The Senate Committee on Commerce, Science and Transportation will hold a hearing Wednesday on “Examining Safeguards for Consumer Data Privacy,” intended as an opportunity for lawmakers to learn about “possible approaches to safeguarding privacy more effectively.”
That’s great except for two small things.
No consumers were invited to speak on safeguarding consumer data privacy.
No consumer advocates were invited to speak on safeguarding consumer data privacy.
Who was invited? That would be representatives of some of the country’s biggest tech and telecom companies — businesses that have a highly vested interest in collecting and exploiting as much consumer data as they can get their mitts on.
“If the purpose of the hearing is to educate lawmakers, you’d want a diverse set of voices,” said Ernesto Falcon, legislative counsel for the Electronic Frontier Foundation, a privacy-rights advocacy group. “That’s not happening.”
What’s on tap instead, he told me, is “allowing industry to define what would make a good privacy law.”
Witnesses scheduled to address lawmakers Wednesday include senior officials from AT&T, Amazon, Google, Twitter, Apple and Charter Communications.
Each one of these companies relies on consumer data for a significant portion of its revenue, either as the foundation of marketing efforts or as a commodity to be sold to others.
A likely upshot of the hearing, Falcon said, is that each company will make the case for why a federal data-privacy law should preempt state laws. And there’s a good reason for that.
They’re terrified of a landmark privacy law passed by California in June and set to take effect at the beginning of 2020.
The California Consumer Privacy Act — AB 375 — provides state residents with sweeping rights, including the ability to find out what kinds of information a business has collected and what it plans to do with it.
It allows consumers to request that a company delete any personal information it holds, to be able to opt out of the sale of such info and to sue if reasonable security practices aren’t maintained to prevent data breaches.
The law also defines “personal information” as broadly as possible to encompass personal identifiers, biometric data, internet browsing history, location and any inferences a business might make based on a consumer’s digital footprint.
The California statute represents a huge shift in the balance of marketing power, recognizing that consumers have a right to control what companies know about them and what they do with all that information.
The law doesn’t go as far as recently enacted European privacy rules, but it’s still the toughest, most consumer-friendly privacy regulation ever adopted in this country.
What we’ll likely see Wednesday, therefore, is Big Data telling lawmakers that they feel consumers need to be better protected and that they benevolently support federal safeguards to accomplish this.
What they’ll really be saying, though, is that they want Congress to adopt rules that are far less stringent than what California has passed, and they want the federal rules to trump anything imposed by states.
“We don’t know what this committee was thinking when it decided it was a good idea to hear only from powerful tech interests that are fighting against real privacy laws,” said Ed Mierzwinski, senior director of the federal consumer program for the U.S. Public Interest Research Group.
“Sure, there are minor differences in their individual messages, but none of them represent consumers or citizens, and as a group would welcome a terrible federal law that lets them do what they want to collect, analyze, use and sell our information,” he said.
“They’d be happy to make state privacy leadership obsolete.”
Sen.
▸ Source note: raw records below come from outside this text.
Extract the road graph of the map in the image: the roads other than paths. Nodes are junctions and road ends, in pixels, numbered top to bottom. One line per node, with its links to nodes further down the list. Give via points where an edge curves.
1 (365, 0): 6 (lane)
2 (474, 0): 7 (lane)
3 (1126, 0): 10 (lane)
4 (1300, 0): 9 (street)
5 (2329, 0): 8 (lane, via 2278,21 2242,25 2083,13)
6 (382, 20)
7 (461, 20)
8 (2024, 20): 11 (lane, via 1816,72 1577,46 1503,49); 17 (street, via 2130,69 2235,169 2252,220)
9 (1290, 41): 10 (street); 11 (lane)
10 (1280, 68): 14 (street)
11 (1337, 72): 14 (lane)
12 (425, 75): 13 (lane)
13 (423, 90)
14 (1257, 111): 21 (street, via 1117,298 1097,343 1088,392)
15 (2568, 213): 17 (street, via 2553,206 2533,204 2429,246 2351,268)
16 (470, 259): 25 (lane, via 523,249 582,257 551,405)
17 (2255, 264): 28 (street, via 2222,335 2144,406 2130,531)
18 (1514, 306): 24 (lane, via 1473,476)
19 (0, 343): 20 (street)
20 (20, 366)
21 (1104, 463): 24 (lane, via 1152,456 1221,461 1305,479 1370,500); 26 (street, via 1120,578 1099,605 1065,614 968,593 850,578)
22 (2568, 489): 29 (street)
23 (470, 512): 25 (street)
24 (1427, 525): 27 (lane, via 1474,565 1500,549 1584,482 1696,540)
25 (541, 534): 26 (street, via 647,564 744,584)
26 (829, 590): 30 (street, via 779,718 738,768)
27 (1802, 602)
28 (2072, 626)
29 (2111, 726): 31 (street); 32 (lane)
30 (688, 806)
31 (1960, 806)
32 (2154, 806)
John Thune (R-S.D.), chairman of the committee, said in a statement that “consumers deserve clear answers and standards on data privacy protection.”
“This hearing will provide leading technology companies and internet service providers an opportunity to explain their approaches to privacy, how they plan to address new requirements from the European Union and California, and what Congress can do to promote clear privacy expectations without hurting innovation,” he said.
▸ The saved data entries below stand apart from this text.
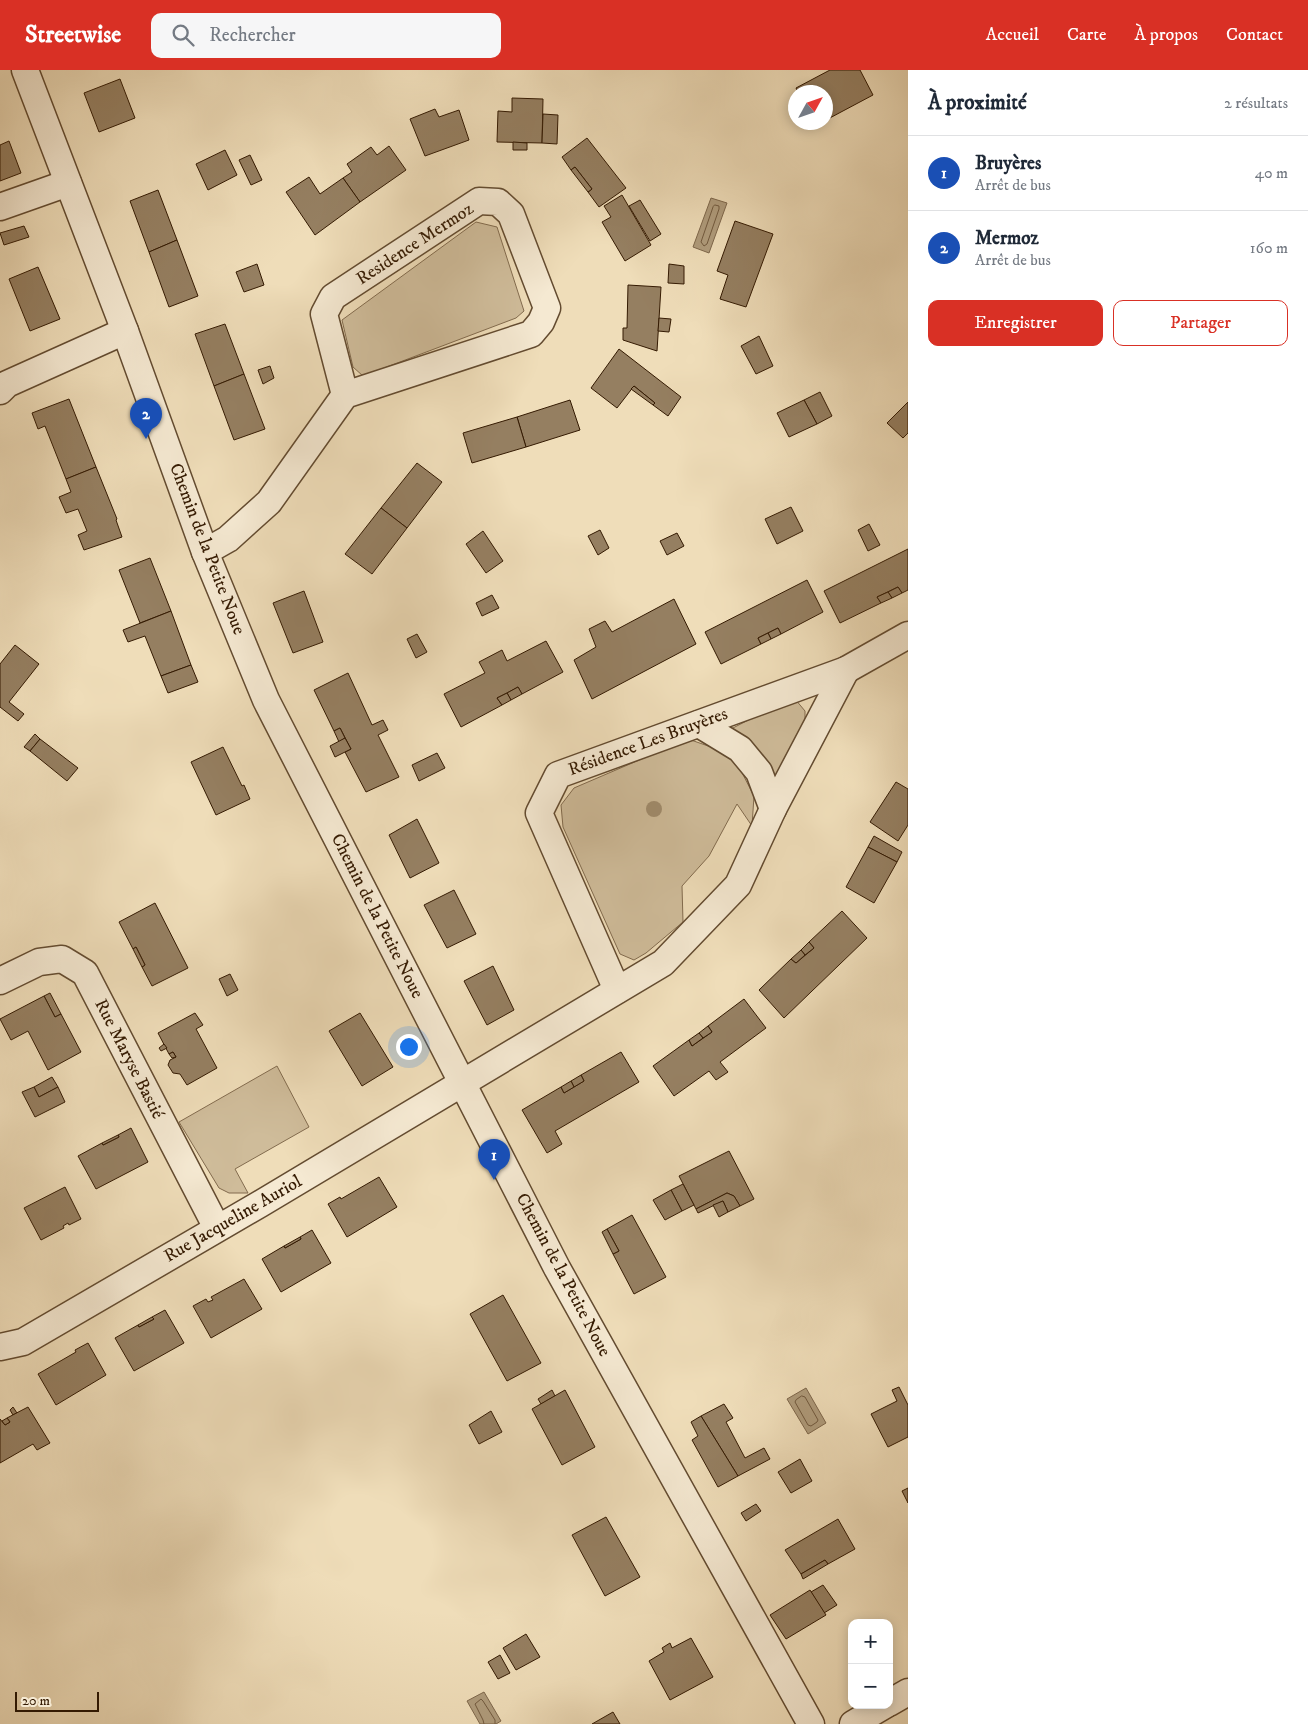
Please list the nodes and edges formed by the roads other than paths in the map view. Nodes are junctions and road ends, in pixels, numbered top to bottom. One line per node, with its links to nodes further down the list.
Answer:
1 (25, 70): 2 (street, Chemin de la Petite Noue)
2 (68, 182): 3 (street); 4 (street, Chemin de la Petite Noue)
3 (0, 208)
4 (125, 331): 5 (street); 7 (street, Chemin de la Petite Noue)
5 (0, 391)
6 (345, 395): 6 (street, Residence Mermoz); 7 (street)
7 (205, 552): 14 (street, Chemin de la Petite Noue)
8 (908, 635): 9 (street, Résidence Les Bruyères)
9 (846, 670): 10 (street, Résidence Les Bruyères); 11 (street)
10 (699, 724): 11 (street); 13 (street, Résidence Les Bruyères)
11 (773, 809): 13 (street)
12 (0, 981): 15 (street, Rue Maryse Bastié)
13 (617, 990): 14 (street)
14 (463, 1083): 15 (street, Rue Jacqueline Auriol); 20 (street, Chemin de la Petite Noue)
15 (217, 1228): 16 (street, Rue Jacqueline Auriol)
16 (0, 1347)
17 (908, 1692): 18 (street)
18 (893, 1701)
19 (878, 1709): 21 (street)
20 (811, 1724)
21 (853, 1724)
That’s fine and dandy, but doesn’t Congress want to know what consumers and consumer privacy experts have to say?
Frederick Hill, a committee spokesman, said that “we expect there will be opportunities for other voices at future hearings on privacy.”
Cool. When will those hearings be held?
No additional hearings are scheduled, Hill replied.
I contacted each of the companies set to testify this week. I asked what points they hoped to get across to lawmakers, how they felt about California’s privacy law and what they’re looking for in a possible federal law.
I didn’t learn much.
AT&T said it has “long supported federal legislation to protect consumer privacy through a clear and consistent set of safeguards that apply equally to all platforms.” Google said it has “long been supportive of thoughtful privacy legislation that both protects consumers and encourages all businesses to continue innovating.”
The other companies either declined to comment or ignored my questions.
Falcon at the Electronic Frontier Foundation said a congressional hearing isn’t a venue for spirited debate. However, it’s important to have informed participants who can prevent lawmakers from being misled.
“If you don’t have witnesses that are able to point to assertions that are misleading, then those misleading assertions are the ones that will sink into the heads of senators,” he said.
If nothing else, here’s what lawmakers need to keep in mind: The federal government can and should set regulatory base lines for businesses. But states — as conservatives keep telling us — know their citizens best and should have the last word.
Enact a federal privacy law. Please.
But make it clear that any such law will be superseded by stronger provisions at the state level.
Because Republicans believe in states’ rights.